SINGAPORE: Oil prices edged up on Monday in thin holiday trade ahead of the year-end as traders awaited more Chinese and US economic data later this week to assess growth in the world’s two largest oil consumers, according to Reuters. 

Brent crude futures rose 5 cents to $74.22 a barrel by 07:30 a.m. Saudi time while the more active March contract was at $73.82 a barrel, up 3 cents. 

US West Texas Intermediate crude gained 3 cents to $70.63 a barrel. 

Both contracts rose about 1.4 percent last week buoyed by a larger-than-expected drawdown from US crude inventories in the week ended Dec. 20 as refiners ramped up activity and the holiday season boosted fuel demand.  

Oil prices were also supported by optimism for Chinese economic growth next year that could lift demand from the top crude oil importing nation. 

To revive growth, Chinese authorities have agreed to issue a record 3 trillion yuan ($411 billion) in special treasury bonds in 2025, Reuters reported last week. 

“Global oil consumption reached an all-time high in 2024 despite China underperforming expectations, and oil stockpiles are heading into next year at relatively low levels,” said Ryan Fitzmaurice, senior commodity strategist at Marex. 

“Going forward, China economic data is expected to improve as the recent stimulus measures take hold in 2025. Also, lower rates in the US and elsewhere should be supportive of oil consumption.” 

China has also issued at least 152.49 million metric tonnes of crude oil import quotas to independent refiners in a second batch for 2025 so far, trade sources said on Monday. 

Separately, the World Bank has raised its forecast for China’s economic growth in 2024 and 2025, but warned that subdued household and business confidence, along with headwinds in the property sector, would remain a drag next year. 

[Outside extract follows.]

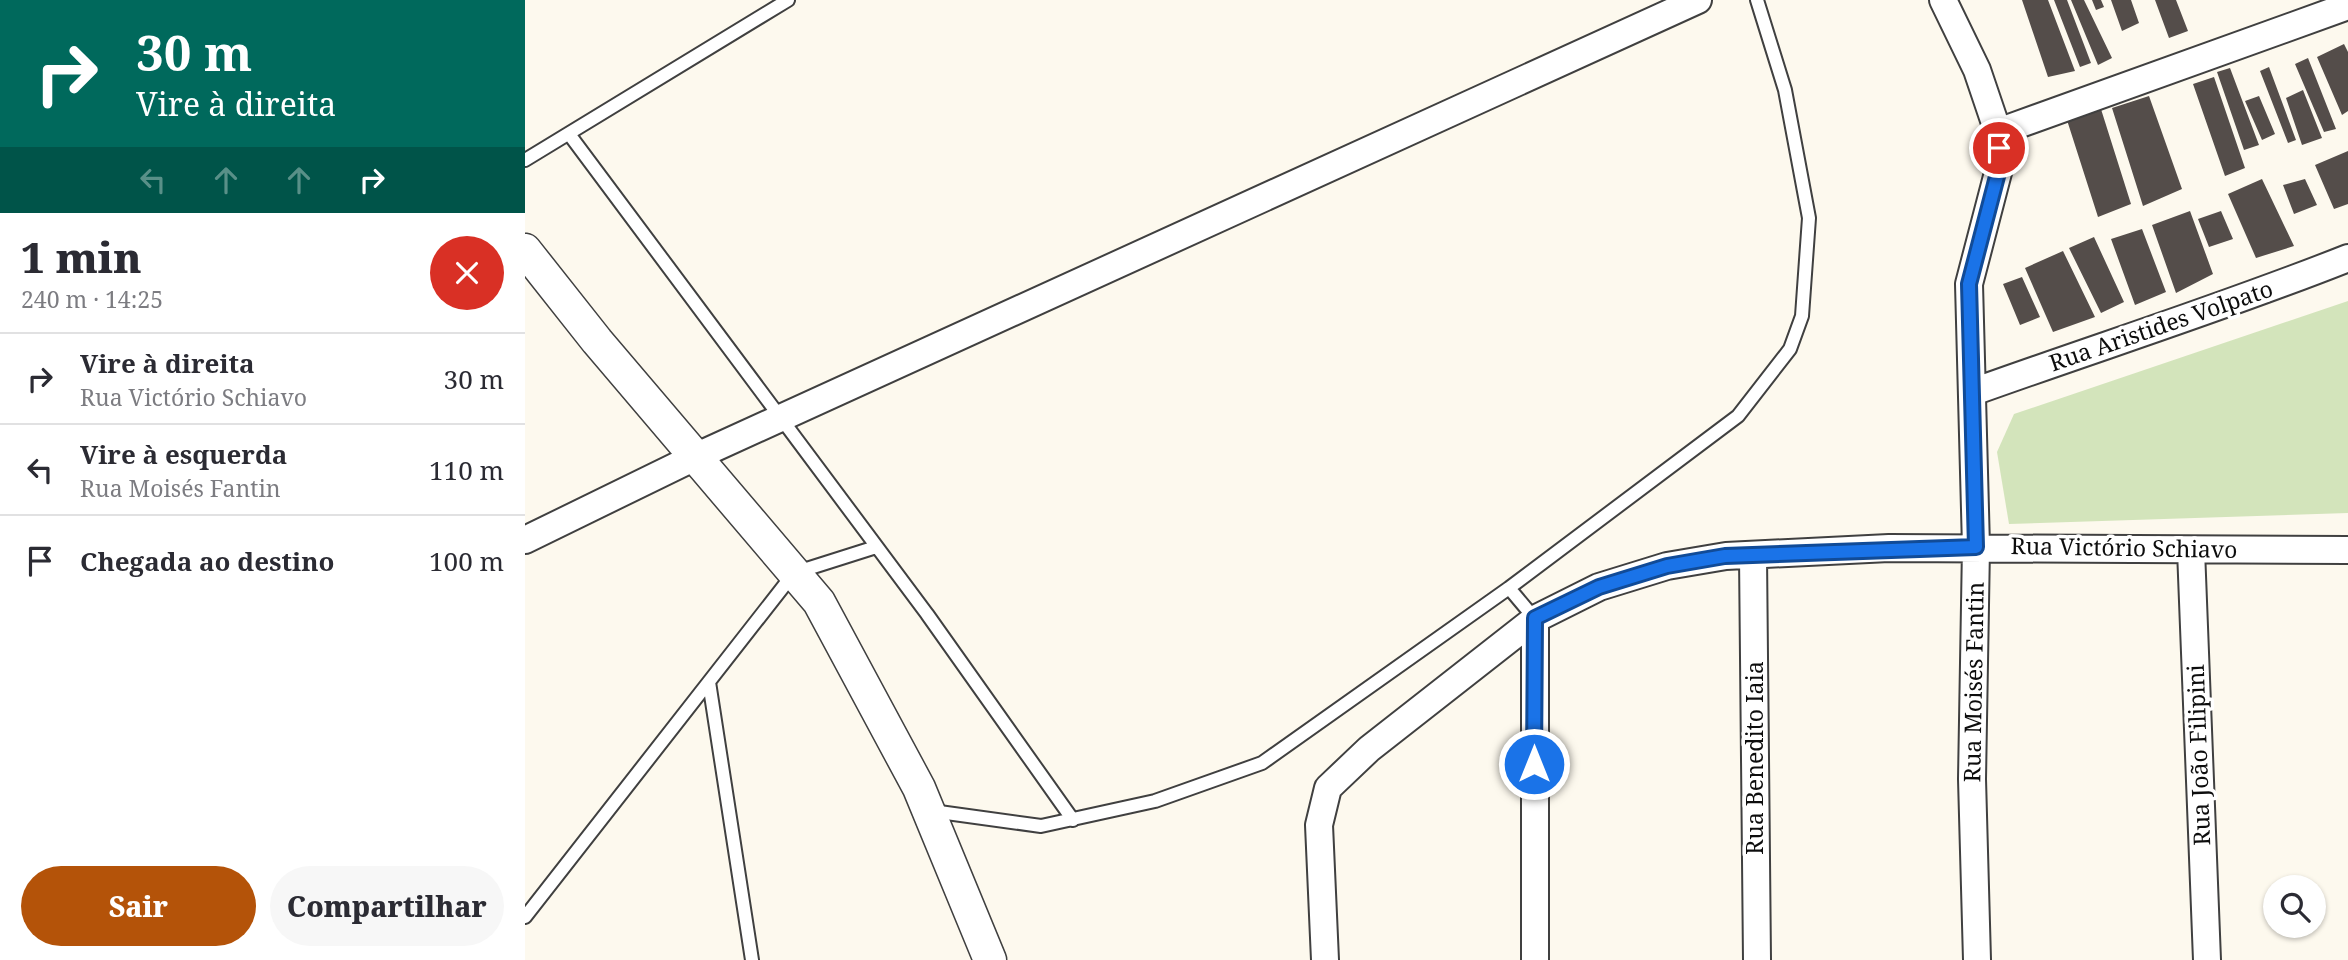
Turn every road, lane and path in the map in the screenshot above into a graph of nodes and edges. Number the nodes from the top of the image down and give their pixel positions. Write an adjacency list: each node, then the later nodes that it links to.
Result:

Investors are eyeing China’s PMI factory surveys due on Tuesday and the US ISM survey for December to be released on Friday. 

In Europe, hopes for a new deal to transit Russian gas through Ukraine are fading after Russian President Vladimir Putin said on Thursday that there was no time left this year to sign a new deal. 

The loss of piped Russian gas should see Europe import more liquefied natural gas, analysts said. 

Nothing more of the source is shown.